▸ TASK PROMPT: Please copy every line of the data in which the string "above" appears.
-- Opening Marker --
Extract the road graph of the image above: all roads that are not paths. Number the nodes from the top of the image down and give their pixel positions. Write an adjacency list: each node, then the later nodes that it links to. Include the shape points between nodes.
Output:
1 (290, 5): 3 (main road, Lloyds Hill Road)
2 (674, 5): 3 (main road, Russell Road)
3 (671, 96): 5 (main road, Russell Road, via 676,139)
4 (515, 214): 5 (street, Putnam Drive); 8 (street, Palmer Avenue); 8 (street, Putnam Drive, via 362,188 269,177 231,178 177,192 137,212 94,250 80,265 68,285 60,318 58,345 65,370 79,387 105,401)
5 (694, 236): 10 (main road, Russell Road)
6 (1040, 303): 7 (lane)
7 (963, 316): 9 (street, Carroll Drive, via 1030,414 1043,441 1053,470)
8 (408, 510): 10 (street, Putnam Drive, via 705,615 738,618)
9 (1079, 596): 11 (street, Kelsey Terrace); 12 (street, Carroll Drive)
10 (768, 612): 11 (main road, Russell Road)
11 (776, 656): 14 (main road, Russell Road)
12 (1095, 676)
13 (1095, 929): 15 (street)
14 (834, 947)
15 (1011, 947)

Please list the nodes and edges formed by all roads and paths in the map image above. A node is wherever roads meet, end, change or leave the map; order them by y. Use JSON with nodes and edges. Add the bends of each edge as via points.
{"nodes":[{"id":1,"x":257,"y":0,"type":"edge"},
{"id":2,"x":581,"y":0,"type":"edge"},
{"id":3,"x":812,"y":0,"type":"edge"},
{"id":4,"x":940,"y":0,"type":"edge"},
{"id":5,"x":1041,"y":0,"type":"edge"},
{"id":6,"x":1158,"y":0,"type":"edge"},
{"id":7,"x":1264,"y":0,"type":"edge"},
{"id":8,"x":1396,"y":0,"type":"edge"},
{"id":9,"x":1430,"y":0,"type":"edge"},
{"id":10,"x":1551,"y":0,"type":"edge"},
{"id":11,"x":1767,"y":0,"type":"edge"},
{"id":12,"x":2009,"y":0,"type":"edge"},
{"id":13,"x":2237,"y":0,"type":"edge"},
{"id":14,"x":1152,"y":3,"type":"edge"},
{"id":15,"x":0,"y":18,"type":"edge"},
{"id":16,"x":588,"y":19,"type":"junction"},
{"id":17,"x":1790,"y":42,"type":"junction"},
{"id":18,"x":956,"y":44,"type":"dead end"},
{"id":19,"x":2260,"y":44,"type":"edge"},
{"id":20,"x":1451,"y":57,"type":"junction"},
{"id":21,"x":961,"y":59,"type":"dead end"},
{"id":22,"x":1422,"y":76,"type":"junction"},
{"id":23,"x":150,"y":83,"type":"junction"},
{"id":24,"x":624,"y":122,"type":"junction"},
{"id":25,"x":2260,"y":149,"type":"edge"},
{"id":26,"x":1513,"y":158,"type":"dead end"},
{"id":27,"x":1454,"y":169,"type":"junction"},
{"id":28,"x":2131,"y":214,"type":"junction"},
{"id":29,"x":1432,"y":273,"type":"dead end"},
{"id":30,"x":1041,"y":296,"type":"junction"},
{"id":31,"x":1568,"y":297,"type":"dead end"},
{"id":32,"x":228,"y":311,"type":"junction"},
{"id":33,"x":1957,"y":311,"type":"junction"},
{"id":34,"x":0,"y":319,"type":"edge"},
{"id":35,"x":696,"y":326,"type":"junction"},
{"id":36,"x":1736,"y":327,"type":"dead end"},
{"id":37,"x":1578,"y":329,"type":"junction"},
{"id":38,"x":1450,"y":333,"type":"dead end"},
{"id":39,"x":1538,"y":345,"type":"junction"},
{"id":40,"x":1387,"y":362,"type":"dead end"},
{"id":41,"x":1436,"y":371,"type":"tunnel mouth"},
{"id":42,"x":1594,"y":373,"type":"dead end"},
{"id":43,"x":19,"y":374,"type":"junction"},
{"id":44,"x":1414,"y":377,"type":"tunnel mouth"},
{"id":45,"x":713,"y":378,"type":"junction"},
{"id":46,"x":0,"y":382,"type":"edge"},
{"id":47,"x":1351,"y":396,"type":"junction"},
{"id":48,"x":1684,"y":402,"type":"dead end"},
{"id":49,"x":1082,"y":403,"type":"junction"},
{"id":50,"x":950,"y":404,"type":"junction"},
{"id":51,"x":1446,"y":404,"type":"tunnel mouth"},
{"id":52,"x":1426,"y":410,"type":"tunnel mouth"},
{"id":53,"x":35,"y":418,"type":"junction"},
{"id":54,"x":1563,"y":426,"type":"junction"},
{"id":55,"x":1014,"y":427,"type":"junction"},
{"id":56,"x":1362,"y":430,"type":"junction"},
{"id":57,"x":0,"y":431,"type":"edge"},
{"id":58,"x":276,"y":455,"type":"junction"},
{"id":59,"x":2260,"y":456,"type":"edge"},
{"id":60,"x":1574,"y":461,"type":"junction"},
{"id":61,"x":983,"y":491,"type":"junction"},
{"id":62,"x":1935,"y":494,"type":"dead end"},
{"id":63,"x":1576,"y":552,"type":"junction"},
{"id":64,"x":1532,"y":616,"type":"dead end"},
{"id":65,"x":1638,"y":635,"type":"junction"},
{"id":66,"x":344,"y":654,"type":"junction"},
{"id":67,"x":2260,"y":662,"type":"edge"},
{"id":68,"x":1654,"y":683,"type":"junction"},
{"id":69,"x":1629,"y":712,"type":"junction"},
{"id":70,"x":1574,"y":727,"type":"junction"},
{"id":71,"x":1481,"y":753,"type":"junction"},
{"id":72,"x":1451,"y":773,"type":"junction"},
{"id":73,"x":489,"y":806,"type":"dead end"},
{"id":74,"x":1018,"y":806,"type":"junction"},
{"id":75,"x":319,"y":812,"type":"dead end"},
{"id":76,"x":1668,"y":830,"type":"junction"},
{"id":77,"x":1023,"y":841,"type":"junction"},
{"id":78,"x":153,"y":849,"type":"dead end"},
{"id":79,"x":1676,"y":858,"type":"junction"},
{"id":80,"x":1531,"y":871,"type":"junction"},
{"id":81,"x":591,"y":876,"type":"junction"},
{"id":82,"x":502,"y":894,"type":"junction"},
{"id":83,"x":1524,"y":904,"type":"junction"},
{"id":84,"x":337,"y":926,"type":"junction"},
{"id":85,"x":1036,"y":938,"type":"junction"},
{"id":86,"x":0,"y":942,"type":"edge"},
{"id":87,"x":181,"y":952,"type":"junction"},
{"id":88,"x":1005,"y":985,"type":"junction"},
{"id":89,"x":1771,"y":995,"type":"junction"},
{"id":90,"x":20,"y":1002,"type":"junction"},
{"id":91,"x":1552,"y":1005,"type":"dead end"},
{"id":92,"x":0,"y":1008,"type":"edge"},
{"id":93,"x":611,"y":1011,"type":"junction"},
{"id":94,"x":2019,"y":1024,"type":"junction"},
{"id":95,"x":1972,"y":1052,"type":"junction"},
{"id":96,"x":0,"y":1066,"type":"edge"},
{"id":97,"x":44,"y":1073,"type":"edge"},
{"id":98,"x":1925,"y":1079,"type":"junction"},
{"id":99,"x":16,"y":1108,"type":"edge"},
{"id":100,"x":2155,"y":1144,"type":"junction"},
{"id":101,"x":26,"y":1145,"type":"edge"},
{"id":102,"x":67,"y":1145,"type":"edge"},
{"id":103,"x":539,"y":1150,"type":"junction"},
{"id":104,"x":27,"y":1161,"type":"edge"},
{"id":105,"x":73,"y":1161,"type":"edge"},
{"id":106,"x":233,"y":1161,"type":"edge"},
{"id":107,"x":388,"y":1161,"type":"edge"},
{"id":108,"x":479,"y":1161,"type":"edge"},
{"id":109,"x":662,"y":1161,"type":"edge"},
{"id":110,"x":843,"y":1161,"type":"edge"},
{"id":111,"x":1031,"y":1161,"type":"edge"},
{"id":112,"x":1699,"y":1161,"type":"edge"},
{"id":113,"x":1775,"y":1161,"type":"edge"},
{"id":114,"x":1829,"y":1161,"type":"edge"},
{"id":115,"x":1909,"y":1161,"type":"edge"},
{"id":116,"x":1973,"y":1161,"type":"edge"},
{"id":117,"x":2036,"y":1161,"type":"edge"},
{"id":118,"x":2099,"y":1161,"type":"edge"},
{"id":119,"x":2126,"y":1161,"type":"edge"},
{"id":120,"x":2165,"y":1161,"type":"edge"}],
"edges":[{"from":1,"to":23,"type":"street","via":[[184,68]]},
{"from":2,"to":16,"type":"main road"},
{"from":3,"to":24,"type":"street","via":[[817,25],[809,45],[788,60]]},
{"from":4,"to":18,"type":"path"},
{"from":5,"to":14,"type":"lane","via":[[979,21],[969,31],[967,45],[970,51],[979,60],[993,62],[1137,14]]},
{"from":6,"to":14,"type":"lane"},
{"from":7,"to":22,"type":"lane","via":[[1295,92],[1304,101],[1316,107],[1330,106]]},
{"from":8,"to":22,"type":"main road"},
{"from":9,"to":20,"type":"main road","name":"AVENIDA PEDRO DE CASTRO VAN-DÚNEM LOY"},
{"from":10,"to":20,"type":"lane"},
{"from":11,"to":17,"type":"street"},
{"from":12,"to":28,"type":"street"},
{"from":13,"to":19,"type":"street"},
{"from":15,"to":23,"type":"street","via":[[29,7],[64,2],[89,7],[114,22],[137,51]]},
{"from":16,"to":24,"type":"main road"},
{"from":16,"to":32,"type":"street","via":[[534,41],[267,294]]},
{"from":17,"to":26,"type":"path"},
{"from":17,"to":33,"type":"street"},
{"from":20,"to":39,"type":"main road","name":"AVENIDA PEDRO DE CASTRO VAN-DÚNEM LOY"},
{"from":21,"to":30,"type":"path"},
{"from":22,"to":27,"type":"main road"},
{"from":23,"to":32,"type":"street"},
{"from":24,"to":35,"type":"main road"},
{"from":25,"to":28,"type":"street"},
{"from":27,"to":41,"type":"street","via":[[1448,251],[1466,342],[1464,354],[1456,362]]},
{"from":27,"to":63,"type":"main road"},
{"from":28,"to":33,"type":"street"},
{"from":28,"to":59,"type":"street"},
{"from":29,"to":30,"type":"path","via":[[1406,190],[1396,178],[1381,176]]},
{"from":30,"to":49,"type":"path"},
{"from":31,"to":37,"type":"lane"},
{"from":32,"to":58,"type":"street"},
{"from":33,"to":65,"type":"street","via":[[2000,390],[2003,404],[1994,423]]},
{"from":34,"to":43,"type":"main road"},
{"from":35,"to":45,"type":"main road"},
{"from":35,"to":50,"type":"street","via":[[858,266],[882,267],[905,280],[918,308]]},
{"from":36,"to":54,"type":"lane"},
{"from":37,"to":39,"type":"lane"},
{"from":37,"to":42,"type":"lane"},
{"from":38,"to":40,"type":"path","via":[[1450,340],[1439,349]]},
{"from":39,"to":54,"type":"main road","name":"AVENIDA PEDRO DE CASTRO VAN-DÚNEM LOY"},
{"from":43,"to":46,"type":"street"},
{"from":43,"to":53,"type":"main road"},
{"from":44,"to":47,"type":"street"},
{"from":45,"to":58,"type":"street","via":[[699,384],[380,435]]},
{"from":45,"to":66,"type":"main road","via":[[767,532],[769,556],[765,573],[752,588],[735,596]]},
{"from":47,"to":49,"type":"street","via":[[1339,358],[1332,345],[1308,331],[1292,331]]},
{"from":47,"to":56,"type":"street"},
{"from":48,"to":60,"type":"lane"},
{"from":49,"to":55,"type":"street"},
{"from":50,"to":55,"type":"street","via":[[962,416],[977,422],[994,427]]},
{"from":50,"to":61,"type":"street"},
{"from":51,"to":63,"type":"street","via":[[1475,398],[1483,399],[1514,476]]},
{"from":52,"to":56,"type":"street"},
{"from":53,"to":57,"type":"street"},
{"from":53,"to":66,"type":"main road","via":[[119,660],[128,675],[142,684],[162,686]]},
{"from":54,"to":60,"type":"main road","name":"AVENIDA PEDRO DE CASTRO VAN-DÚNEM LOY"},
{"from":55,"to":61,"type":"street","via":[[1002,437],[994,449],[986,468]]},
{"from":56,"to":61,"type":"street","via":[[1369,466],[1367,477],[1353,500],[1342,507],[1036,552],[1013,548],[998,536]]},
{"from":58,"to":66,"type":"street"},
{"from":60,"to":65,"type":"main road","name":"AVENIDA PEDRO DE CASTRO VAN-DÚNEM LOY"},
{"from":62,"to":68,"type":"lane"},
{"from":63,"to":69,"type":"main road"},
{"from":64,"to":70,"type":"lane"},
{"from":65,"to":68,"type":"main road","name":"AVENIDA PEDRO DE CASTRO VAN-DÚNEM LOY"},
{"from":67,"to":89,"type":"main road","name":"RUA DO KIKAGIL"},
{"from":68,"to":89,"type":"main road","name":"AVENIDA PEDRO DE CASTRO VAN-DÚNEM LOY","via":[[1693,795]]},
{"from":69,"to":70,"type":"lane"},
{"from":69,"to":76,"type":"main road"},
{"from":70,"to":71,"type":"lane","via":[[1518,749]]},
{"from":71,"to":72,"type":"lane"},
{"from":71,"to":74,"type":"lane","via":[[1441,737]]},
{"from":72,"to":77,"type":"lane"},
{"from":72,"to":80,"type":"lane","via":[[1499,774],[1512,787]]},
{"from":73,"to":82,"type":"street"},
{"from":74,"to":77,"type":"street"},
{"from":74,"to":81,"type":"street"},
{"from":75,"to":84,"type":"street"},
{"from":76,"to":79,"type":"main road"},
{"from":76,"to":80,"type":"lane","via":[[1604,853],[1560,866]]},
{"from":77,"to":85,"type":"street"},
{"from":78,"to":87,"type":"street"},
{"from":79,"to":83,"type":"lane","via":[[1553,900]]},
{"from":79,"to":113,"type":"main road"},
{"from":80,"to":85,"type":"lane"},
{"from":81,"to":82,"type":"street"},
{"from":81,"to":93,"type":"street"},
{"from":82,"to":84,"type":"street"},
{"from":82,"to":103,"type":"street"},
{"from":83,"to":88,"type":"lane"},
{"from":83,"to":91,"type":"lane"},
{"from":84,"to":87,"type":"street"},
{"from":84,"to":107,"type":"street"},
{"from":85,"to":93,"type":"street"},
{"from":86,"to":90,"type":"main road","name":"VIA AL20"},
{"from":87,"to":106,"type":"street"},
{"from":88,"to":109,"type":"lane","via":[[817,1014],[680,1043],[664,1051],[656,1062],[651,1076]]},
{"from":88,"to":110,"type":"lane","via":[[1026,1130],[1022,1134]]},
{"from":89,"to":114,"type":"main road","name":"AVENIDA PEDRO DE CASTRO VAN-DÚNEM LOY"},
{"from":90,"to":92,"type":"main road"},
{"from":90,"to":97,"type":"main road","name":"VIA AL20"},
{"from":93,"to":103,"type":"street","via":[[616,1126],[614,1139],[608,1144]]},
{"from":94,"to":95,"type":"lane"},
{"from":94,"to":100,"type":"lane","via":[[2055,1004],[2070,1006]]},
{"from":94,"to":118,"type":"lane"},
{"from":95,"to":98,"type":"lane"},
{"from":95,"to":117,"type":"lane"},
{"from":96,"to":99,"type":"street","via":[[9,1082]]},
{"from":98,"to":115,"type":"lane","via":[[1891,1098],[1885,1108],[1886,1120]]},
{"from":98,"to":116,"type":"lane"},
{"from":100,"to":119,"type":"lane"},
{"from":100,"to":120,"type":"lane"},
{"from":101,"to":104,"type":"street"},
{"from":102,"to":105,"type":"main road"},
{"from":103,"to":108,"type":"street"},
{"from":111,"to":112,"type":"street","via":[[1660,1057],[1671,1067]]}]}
-- Closing Marker --
▸ OUTPUT FOR THIS EXERCISE:
Extract the road graph of the image above: all roads that are not paths. Number the nodes from the top of the image down and give their pixel positions. Write an adjacency list: each node, then the later nodes that it links to. Include the shape points between nodes.
Please list the nodes and edges formed by all roads and paths in the map image above. A node is wherever roads meet, end, change or leave the map; order them by y. Use JSON with nodes and edges. Add the bends of each edge as via points.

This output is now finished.